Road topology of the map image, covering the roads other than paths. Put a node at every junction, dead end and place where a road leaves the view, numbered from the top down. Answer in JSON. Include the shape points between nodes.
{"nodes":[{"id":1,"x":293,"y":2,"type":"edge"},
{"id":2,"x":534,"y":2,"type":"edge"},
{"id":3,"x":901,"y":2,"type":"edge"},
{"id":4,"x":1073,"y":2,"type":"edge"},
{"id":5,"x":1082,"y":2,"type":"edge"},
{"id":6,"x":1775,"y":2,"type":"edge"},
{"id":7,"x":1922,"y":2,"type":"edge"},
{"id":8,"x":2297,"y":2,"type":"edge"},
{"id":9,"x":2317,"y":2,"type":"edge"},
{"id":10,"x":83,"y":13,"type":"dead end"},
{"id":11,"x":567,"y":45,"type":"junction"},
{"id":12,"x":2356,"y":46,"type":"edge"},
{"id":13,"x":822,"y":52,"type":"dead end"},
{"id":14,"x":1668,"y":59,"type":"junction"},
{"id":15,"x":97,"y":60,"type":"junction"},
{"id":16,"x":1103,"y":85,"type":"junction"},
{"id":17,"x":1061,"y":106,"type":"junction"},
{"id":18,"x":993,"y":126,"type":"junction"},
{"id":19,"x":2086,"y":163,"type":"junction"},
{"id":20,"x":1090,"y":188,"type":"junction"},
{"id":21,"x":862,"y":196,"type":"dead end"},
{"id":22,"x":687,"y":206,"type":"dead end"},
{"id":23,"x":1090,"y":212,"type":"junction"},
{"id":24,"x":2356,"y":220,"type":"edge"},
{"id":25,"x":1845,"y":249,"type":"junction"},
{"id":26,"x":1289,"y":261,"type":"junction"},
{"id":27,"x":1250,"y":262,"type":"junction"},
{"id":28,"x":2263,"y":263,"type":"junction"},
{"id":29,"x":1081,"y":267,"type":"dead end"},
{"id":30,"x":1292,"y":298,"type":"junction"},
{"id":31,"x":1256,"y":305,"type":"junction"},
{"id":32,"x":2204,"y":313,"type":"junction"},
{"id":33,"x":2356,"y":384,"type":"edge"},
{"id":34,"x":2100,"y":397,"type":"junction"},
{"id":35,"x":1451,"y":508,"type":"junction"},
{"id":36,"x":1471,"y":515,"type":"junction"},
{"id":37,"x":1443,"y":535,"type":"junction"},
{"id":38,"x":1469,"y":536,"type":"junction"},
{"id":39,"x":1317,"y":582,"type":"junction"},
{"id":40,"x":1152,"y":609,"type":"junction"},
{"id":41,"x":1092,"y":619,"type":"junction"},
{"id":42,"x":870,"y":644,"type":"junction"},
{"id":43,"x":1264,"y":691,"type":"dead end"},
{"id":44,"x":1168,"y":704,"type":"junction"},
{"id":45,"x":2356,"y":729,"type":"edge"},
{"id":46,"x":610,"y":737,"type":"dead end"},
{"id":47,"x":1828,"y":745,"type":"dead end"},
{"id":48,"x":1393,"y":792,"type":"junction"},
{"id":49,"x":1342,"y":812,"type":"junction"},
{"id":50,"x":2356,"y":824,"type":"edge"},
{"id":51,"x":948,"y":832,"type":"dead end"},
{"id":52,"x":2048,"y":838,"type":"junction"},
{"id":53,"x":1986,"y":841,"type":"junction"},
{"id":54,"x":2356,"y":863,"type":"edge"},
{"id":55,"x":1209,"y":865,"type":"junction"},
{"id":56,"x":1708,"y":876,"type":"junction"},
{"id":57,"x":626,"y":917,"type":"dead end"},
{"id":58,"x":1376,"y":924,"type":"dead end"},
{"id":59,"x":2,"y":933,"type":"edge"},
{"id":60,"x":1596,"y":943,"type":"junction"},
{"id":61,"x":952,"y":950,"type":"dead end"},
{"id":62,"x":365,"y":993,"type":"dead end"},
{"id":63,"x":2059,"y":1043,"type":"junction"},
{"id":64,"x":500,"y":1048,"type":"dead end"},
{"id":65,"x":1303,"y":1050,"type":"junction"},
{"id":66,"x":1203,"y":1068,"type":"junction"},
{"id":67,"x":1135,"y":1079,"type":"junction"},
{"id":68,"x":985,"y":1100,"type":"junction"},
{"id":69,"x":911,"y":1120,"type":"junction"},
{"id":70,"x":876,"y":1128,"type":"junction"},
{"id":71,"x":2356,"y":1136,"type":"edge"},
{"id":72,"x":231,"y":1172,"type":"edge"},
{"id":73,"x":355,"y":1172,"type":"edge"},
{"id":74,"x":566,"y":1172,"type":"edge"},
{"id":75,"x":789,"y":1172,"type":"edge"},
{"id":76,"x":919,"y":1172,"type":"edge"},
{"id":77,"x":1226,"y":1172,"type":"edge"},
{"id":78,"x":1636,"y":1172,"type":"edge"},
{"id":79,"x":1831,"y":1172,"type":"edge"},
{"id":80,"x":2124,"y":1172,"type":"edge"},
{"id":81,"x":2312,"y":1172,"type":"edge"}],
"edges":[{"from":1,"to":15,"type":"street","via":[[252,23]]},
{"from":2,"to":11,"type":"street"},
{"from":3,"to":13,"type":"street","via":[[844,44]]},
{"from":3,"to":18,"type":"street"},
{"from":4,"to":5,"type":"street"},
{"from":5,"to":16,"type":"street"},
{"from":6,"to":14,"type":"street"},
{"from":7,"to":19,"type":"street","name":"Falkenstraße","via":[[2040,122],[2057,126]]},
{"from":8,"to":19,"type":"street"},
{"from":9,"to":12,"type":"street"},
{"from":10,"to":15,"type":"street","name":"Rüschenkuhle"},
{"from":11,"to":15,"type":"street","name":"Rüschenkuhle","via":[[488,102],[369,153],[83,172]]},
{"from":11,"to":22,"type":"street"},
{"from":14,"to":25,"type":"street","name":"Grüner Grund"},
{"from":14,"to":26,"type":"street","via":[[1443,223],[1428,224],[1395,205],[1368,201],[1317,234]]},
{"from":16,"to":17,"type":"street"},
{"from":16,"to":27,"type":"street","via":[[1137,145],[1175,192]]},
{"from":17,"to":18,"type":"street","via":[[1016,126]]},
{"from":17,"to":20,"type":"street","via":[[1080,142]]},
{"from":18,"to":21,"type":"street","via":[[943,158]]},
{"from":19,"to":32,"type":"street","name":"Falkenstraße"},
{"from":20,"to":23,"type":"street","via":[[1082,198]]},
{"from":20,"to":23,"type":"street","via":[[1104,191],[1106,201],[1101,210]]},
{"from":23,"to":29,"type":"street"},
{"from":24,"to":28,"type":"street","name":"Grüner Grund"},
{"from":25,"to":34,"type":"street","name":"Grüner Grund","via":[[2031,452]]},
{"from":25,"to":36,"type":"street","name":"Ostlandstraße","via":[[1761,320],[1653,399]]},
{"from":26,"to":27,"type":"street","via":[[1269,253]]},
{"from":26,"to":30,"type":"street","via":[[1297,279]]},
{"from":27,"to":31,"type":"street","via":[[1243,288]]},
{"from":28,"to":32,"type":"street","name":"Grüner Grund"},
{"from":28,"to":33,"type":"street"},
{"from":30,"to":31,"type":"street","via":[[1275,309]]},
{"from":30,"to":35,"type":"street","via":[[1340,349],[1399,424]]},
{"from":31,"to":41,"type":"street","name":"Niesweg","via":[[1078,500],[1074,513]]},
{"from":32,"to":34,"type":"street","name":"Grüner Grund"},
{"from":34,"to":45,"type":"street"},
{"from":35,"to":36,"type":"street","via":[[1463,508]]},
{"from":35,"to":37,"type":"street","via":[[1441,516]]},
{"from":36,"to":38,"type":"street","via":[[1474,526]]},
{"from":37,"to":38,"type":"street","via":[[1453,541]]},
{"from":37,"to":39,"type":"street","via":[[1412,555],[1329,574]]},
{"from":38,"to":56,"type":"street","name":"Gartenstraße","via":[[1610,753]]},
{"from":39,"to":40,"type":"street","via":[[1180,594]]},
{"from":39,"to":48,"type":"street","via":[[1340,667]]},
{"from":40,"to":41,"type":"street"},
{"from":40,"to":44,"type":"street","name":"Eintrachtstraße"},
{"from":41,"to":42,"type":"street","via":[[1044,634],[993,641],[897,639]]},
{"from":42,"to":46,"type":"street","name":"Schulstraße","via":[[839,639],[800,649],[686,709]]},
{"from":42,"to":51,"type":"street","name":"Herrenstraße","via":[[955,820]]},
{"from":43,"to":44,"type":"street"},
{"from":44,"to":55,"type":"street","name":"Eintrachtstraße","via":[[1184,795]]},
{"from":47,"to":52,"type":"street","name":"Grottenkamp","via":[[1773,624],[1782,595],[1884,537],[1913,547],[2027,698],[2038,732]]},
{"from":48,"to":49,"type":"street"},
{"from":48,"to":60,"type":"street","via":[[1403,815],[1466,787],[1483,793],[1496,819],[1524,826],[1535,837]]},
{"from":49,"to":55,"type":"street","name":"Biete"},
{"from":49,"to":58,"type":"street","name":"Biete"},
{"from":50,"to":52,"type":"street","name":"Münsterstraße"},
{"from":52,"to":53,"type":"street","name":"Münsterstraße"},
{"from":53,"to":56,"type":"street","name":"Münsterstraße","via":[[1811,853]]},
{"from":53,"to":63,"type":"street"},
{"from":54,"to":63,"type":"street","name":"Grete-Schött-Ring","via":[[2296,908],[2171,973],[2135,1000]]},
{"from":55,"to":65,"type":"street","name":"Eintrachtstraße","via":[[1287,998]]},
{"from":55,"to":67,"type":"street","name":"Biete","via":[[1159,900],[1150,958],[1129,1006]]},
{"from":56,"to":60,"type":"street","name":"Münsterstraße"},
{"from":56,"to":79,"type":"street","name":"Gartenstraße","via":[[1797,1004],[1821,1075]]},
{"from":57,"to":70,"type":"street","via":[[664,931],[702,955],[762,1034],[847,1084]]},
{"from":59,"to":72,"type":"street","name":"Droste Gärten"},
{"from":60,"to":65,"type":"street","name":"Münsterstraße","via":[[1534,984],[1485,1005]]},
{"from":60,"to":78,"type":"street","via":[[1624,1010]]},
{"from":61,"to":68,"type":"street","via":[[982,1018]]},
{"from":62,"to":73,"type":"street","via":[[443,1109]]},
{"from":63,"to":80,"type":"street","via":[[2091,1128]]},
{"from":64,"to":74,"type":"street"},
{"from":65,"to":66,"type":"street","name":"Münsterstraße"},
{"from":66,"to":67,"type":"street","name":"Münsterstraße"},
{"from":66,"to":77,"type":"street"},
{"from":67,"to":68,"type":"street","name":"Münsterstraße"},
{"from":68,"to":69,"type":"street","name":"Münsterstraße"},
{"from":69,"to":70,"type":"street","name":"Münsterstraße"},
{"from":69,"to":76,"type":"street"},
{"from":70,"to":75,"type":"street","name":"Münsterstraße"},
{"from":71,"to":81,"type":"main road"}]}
━━━━
** WHAT IS REQUIRED **
If a line in the entries above has the word "Münsterstraße", copy it.

** SOLUTION TO THIS EXERCISE **
{"from":50,"to":52,"type":"street","name":"Münsterstraße"},
{"from":52,"to":53,"type":"street","name":"Münsterstraße"},
{"from":53,"to":56,"type":"street","name":"Münsterstraße","via":[[1811,853]]},
{"from":56,"to":60,"type":"street","name":"Münsterstraße"},
{"from":60,"to":65,"type":"street","name":"Münsterstraße","via":[[1534,984],[1485,1005]]},
{"from":65,"to":66,"type":"street","name":"Münsterstraße"},
{"from":66,"to":67,"type":"street","name":"Münsterstraße"},
{"from":67,"to":68,"type":"street","name":"Münsterstraße"},
{"from":68,"to":69,"type":"street","name":"Münsterstraße"},
{"from":69,"to":70,"type":"street","name":"Münsterstraße"},
{"from":70,"to":75,"type":"street","name":"Münsterstraße"},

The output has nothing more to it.